— What the exercise asks —
Scan the data below for lines holding the word "KEFERLOHER", and copy each line found.

[Data records Boundary: Start]

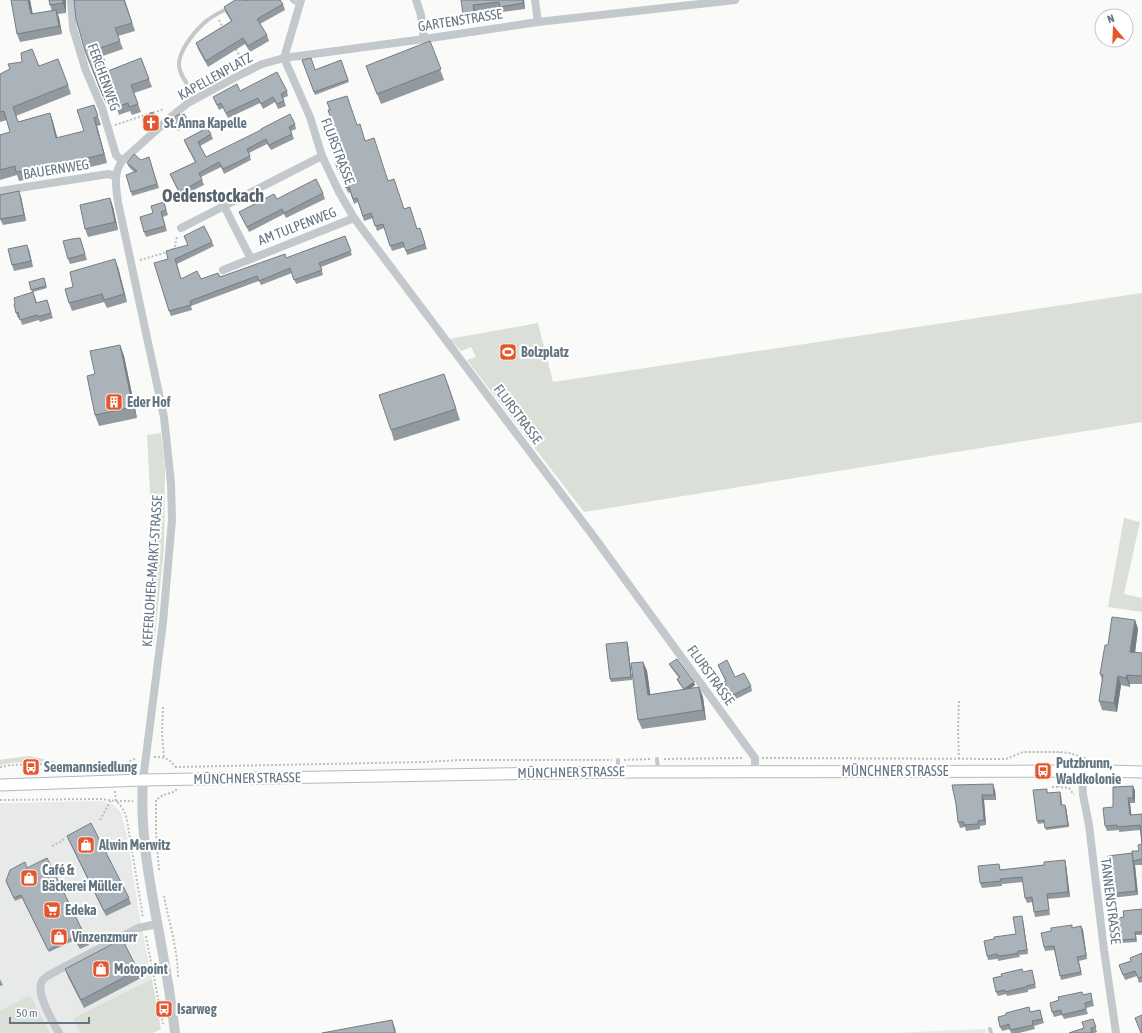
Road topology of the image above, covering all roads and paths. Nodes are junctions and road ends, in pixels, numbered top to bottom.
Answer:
1 (71, 0) edge
2 (292, 0) edge
3 (416, 0) edge
4 (535, 0) edge
5 (735, 0) edge
6 (301, 2) edge
7 (670, 3) edge
8 (235, 4) edge
9 (216, 15) junction
10 (538, 22) junction
11 (219, 33) edge
12 (424, 39) junction
13 (235, 47) edge
14 (284, 58) junction
15 (248, 71) junction
16 (197, 98) junction
17 (165, 109) dead end
18 (108, 127) junction
19 (322, 156) junction
20 (122, 161) junction
21 (116, 176) junction
22 (0, 191) edge
23 (224, 206) junction
24 (354, 218) junction
25 (181, 228) joint
26 (251, 259) junction
27 (139, 261) dead end
28 (223, 270) dead end
29 (959, 701) dead end
30 (146, 757) junction
31 (164, 757) dead end
32 (755, 758) junction
33 (657, 759) junction
34 (959, 759) junction
35 (618, 760) junction
36 (1096, 760) dead end
37 (38, 764) junction
38 (11, 765) junction
39 (0, 767) edge
40 (38, 768) dead end
41 (115, 768) junction
42 (11, 769) dead end
43 (755, 771) junction
44 (1082, 771) junction
45 (618, 772) junction
46 (658, 772) junction
47 (1142, 772) edge
48 (143, 780) junction
49 (176, 780) junction
50 (115, 782) junction
51 (0, 785) edge
52 (1052, 787) dead end
53 (1059, 787) dead end
54 (0, 800) edge
55 (111, 800) junction
56 (156, 800) junction
57 (116, 801) junction
58 (142, 801) junction
59 (100, 820) dead end
60 (65, 837) dead end
61 (52, 846) dead end
62 (160, 870) dead end
63 (163, 893) dead end
64 (157, 924) junction
65 (145, 926) junction
66 (178, 982) dead end
67 (163, 1026) dead end
68 (59, 1033) edge
69 (175, 1033) edge
70 (1116, 1033) edge

1 - 18 street, FERCHENWEG
2 - 6 lane
3 - 12 street
4 - 10 street
5 - 7 street, GARTENSTRASSE
6 - 14 street
7 - 10 street, GARTENSTRASSE
8 - 9 lane
9 - 11 path
9 - 16 lane
10 - 12 street, GARTENSTRASSE
12 - 14 street, GARTENSTRASSE
13 - 15 path
14 - 15 street, KAPELLENPLATZ
14 - 19 street, FLURSTRASSE
15 - 16 street, KAPELLENPLATZ
16 - 20 street, KAPELLENPLATZ
17 - 18 path
18 - 20 street, FERCHENWEG
19 - 23 street
19 - 24 street, FLURSTRASSE
20 - 21 street, KAPELLENPLATZ
21 - 22 street, BAUERNWEG
21 - 30 street, KEFERLOHER-MARKT-STRASSE
23 - 25 street
23 - 26 street, AM TULPENWEG
24 - 26 street, AM TULPENWEG
24 - 32 street, FLURSTRASSE
25 - 27 path
26 - 28 street, AM TULPENWEG
29 - 34 path
30 - 41 path
30 - 48 street, KEFERLOHER-MARKT-STRASSE
31 - 35 path
32 - 33 path
32 - 34 path
32 - 43 street
33 - 35 path
33 - 46 lane
34 - 36 path
35 - 45 lane
37 - 38 path
37 - 40 path
37 - 41 path
38 - 39 path
38 - 42 path
41 - 50 path
43 - 44 main road, MÜNCHNER STRASSE
43 - 46 main road, MÜNCHNER STRASSE
44 - 47 main road, MÜNCHNER STRASSE
44 - 70 street, TANNENSTRASSE
45 - 46 main road, MÜNCHNER STRASSE
45 - 49 main road, MÜNCHNER STRASSE
48 - 49 main road, MÜNCHNER STRASSE
48 - 50 main road, MÜNCHNER STRASSE
48 - 58 street
49 - 56 path
50 - 51 main road, MÜNCHNER STRASSE
50 - 57 path
52 - 53 path
54 - 55 path
55 - 57 path
55 - 59 path
56 - 58 path
56 - 62 path
57 - 58 path
57 - 65 path
58 - 64 street
60 - 61 path
63 - 66 path
64 - 65 street
64 - 69 street
65 - 67 path
65 - 68 street

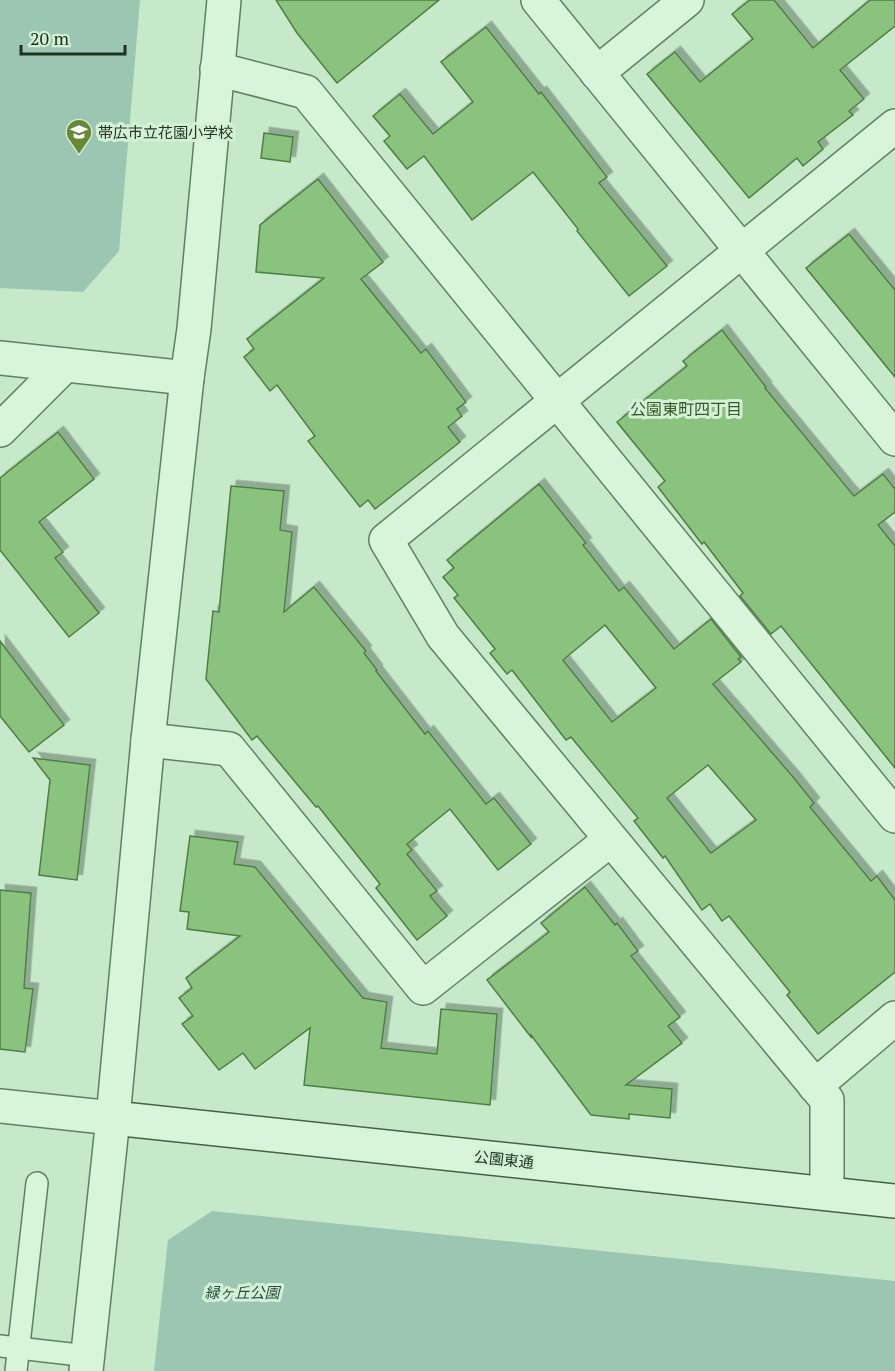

[Data records Boundary: End]

— Result below —
21 - 30 street, KEFERLOHER-MARKT-STRASSE
30 - 48 street, KEFERLOHER-MARKT-STRASSE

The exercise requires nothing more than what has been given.